NEW YORK (GenomeWeb News) – Vermillion today reported $361,000 in fourth quarter revenues, down from $1.6 million in Q4, 2014.
However, due to the way in which revenues were reported under the company's previous agreement with Quest Diagnostics, the two quarters are not directly comparable, the firm said.
OVA1 revenues during Q4 2014 included an additional royalty component of revenue based on 33 percent of the Quest Diagnostics gross margin on the test. Vermillion recognized this portion of revenue when it was reported by Quest Diagnostics in a "true-up" after the end of the calendar year, meaning that Q4 2014 included revenue from tests performed throughout full-year 2014.
Vermillion performed 2,529 OVA1 tests in Q4 2015, down 42 percent from 4,474 in Q4 2014. OVA1 sales accounted for substantially all of its Q4 2015 revenues, the company said.
Vermillion has struggled, with little success, to drive adoption of OVA1 since launching the test in 2010. On a conference call following release of the earnings results, President and CEO Valerie Palmieri noted several recent developments at the company that could provide commercial opportunities beyond OVA1.
Most notably, the company this week announced it has received US Food and Drug Administration 510(k) clearance for Overa, its next-generation proteomic test for the pre-surgical assessment of the likelihood of malignancy of a pelvic mass.
Palmieri said on the call that, in addition to receiving 510(k) clearance, Vermillion has had a peer-reviewed study on Overa accepted for publication in the American Journal of Obstetrics and Gynecology.
Palmieri noted, as well, that Vermillion was launching a new research services business through its Aspira Labs subsidiary, in which the company would aim to partner with IVD firms on the development of new diagnostics with the possible goal of entering the companion diagnostic space.
"Our goal is to invest in our short-term and long-term enterprise value by leveraging our specimen bank, database, FDA experience, laboratory informatics, and operating efficiencies," she said.
Palmieri also raised the near-term possibility of international sales for the company's tests, noting that Vermillion is "in active discussions" with several potential international partners and plans to launch international sales in the second half of the year.

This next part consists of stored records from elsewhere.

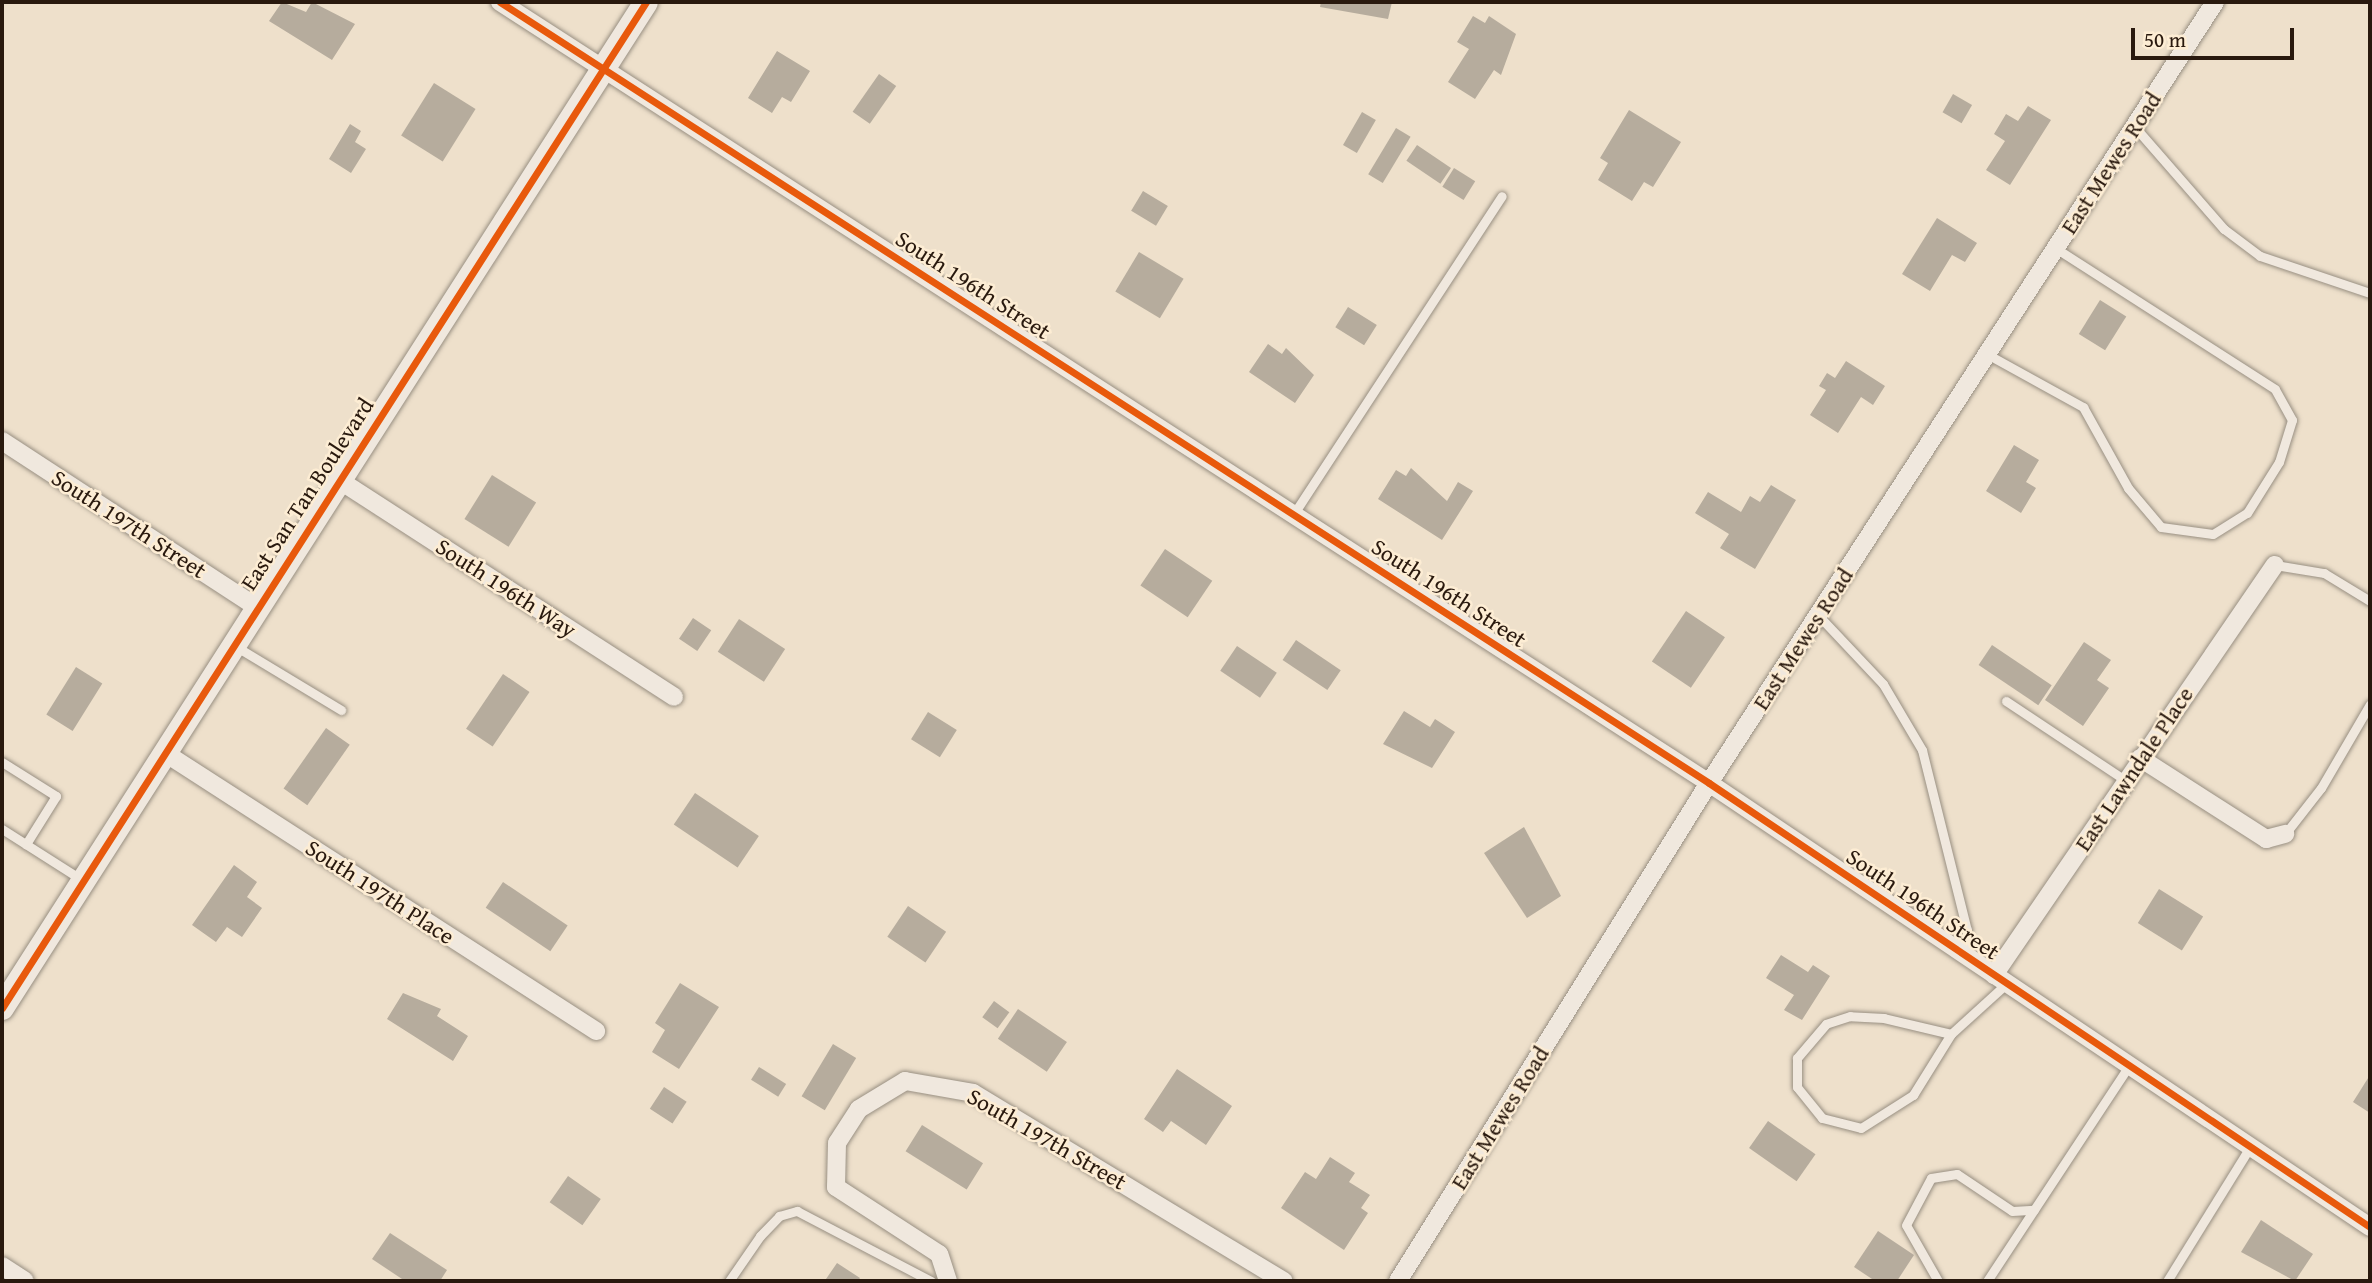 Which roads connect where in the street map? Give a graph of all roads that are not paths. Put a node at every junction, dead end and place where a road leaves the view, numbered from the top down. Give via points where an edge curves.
1 (500, 2) edge
2 (646, 2) edge
3 (2215, 2) edge
4 (603, 69) junction
5 (2134, 126) junction
6 (1502, 196) dead end
7 (2055, 248) junction
8 (2370, 293) edge
9 (1987, 354) junction
10 (2, 440) edge
11 (339, 480) junction
12 (1293, 514) junction
13 (2275, 565) joint
14 (2370, 601) edge
15 (257, 607) junction
16 (1818, 615) junction
17 (233, 645) junction
18 (674, 697) dead end
19 (2006, 701) dead end
20 (2370, 704) edge
21 (341, 710) dead end
22 (164, 753) junction
23 (2140, 758) junction
24 (2, 762) edge
25 (2125, 780) junction
26 (1709, 783) junction
27 (2, 829) edge
28 (2285, 834) joint
29 (26, 844) junction
30 (83, 881) junction
31 (1967, 956) junction
32 (2001, 979) junction
33 (2, 1008) edge
34 (596, 1031) dead end
35 (1951, 1034) junction
36 (2129, 1066) junction
37 (2249, 1149) junction
38 (2034, 1210) junction
39 (2370, 1227) edge
40 (2, 1266) edge
41 (26, 1281) edge
42 (729, 1281) edge
43 (931, 1281) edge
44 (948, 1281) edge
45 (1284, 1281) edge
46 (1398, 1281) edge
47 (1938, 1281) edge
48 (1987, 1281) edge
49 (2167, 1281) edge

1 - 4 street, South 196th Street
2 - 4 street, East San Tan Boulevard
3 - 5 street, East Mewes Road
4 - 11 street, East San Tan Boulevard
4 - 12 street, South 196th Street
5 - 7 street, East Mewes Road
5 - 8 lane via 2224,229 2260,256
6 - 12 lane
7 - 9 street, East Mewes Road
7 - 9 lane via 2275,389 2292,420 2279,462 2247,513 2213,534 2161,527 2128,488 2083,407
9 - 16 street, East Mewes Road
10 - 15 street, South 197th Street
11 - 15 street, East San Tan Boulevard
11 - 18 street, South 196th Way
12 - 26 street, South 196th Street
13 - 14 lane via 2324,573
13 - 23 street, East Lawndale Place
15 - 17 street, East San Tan Boulevard
16 - 26 street, East Mewes Road
16 - 31 lane via 1883,684 1922,750 1967,930
17 - 21 lane
17 - 22 street, East San Tan Boulevard
19 - 25 lane
20 - 28 lane via 2321,788
22 - 30 street, East San Tan Boulevard
22 - 34 street, South 197th Place
23 - 25 street, East Lawndale Place
23 - 28 street via 2266,839
24 - 29 lane via 56,796
25 - 32 street, East Lawndale Place
26 - 31 street, South 196th Street
26 - 46 street, East Mewes Road
27 - 29 lane
29 - 30 lane
30 - 33 street, East San Tan Boulevard
31 - 32 street, South 196th Street
32 - 35 lane
32 - 36 street, South 196th Street
35 - 35 lane via 1913,1095 1861,1128 1822,1118 1797,1087 1797,1058 1826,1024 1850,1016 1884,1018
36 - 37 street, South 196th Street
36 - 38 lane
37 - 39 street, South 196th Street
37 - 49 lane
38 - 47 lane via 2012,1211 1957,1174 1931,1178 1906,1225
38 - 48 lane
40 - 41 street
42 - 43 lane via 779,1216 797,1211
44 - 45 street, South 197th Street via 939,1254 836,1187 837,1143 859,1110 905,1081 973,1093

The firm posted a net loss of $5 million, or $.10 per share, for the fourth quarter, compared to a net loss of $4.1 million, or $.11 per share, a year ago.
Vermillion's R&D spending fell 29 percent in Q4 2014 to $853,000 million from $1.2 million in Q4 2014, while its SG&A spending was flat year over year at $4.0 million.
For full-year 2015, the company posted revenues of $2.2 million, down 12 percent from $2.5 million in 2014. Product revenues were down 10 percent to $1.9 million from $2.1 million the previous year, while licensing revenues were down 30 percent to $316,000 from $454,000 in 2014.
Total OVA1 test volume in 2015 was 13,598, down 19 percent from 16,839 in 2014. Of the 13,598 tests performed in 2015, 8,937 were done by Quest and 4,661 were performed by Aspira Labs. According to the company, the decline in test volume was due to the process of transitioning testing from Quest to Aspira.
Eric Schoen, Vermillion's chief accounting officer, also noted on the call that as a new billing entity separate from Quest, the company was experiencing claim denials and delays on tests.
"The payor contracts did not come over with the Quest specimens, so Aspira is in the process of obtaining its own payor contracts," he said, noting that this would affect the timing with which Vermillion recognized test revenue.
Vermillion is also receiving a significant number of claim denials for Medicare patients, he said, adding that the company was working to rectify this situation.
For full-year 2015 Vermillion had a net loss of $19.1 million, or $.41 per share, compared to a net loss of $19.2 million, or $.53 per share, a year ago.
The company's R&D costs in 2015 were down 20 percent year over year to $3.8 million from $4.7 million, while its SG&A costs were down 3 percent to $15.4 million from $15.8 million.
The firm said it aimed in 2016 to reduce operating expenses by roughly 20 percent compared to 2015.
Vermillion finished 2015 with $18.6 million in cash and cash equivalents.